Jackson CO2 Absorber
WLM ID: aiwx | Catalog Record
Dr. Dennis E. Jackson (1878-1980) earned a PhD in pharmacology in 1908 and a medical degree in 1913. His sensitivity to the struggles of poorer patients made him aware of the need for more affordable nitrous oxide (N2O) anesthesia, and drove his efforts to develop a carbon dioxide (CO2) absorbing anesthesia machine. Jackson knew that less N2O would be required to anesthetize a patient if the gas that the patient exhaled could be reused (in other words rebreathed) by the patient. Using less N2O meant less cost for the patient. In order for a patient to rebreathe his exhaled gas, the air and gas breathed in and out needs to be contained within a system closed off from the external environment.

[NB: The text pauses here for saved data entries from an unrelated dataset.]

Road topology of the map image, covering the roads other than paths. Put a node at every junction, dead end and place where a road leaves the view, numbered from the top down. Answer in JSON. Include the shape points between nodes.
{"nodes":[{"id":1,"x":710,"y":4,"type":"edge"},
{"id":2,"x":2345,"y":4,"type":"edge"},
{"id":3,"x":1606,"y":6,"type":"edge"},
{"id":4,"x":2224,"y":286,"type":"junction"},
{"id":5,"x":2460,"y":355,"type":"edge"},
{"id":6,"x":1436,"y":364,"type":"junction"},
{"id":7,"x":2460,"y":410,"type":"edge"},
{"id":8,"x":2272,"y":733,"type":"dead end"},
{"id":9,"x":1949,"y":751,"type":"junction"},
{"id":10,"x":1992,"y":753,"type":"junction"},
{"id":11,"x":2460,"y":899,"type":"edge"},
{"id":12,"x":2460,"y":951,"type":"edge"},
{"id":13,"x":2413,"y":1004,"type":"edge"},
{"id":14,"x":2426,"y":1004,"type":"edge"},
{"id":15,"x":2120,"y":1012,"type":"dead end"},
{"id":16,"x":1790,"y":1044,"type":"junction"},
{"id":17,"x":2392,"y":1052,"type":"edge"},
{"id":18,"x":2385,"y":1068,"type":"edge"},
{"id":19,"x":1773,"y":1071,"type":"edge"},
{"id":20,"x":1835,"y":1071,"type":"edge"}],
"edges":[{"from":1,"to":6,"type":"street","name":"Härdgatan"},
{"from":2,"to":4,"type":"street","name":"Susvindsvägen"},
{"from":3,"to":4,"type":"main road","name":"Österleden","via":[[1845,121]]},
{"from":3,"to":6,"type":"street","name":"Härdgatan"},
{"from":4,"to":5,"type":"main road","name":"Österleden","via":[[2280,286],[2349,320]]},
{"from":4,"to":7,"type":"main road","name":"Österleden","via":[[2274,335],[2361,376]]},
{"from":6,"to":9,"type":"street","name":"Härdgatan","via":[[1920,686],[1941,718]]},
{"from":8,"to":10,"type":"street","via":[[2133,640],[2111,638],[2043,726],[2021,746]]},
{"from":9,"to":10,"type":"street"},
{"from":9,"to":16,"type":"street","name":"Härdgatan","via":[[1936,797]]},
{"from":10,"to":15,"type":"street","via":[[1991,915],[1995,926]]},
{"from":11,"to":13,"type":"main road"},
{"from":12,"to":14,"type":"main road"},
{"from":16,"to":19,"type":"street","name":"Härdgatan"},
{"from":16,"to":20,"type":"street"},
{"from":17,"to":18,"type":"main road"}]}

Also, oxygen and small amounts of N2O need to be added, and CO2 needs to be removed. Dr. Jackson first developed such a system in 1914. The apparatus pictured here was likely built some time between 1915 and early 1918. During this time period he also created a very simple CO2 absorber using a cake pan and a shower cap. Although the world was not ready for such considerable changes in anesthesia administration, others, such as Dr. Ralph Waters, eventually advanced the concepts and refined equipment until CO2 absorption and closed anesthesia systems became standard for all anesthesia machines.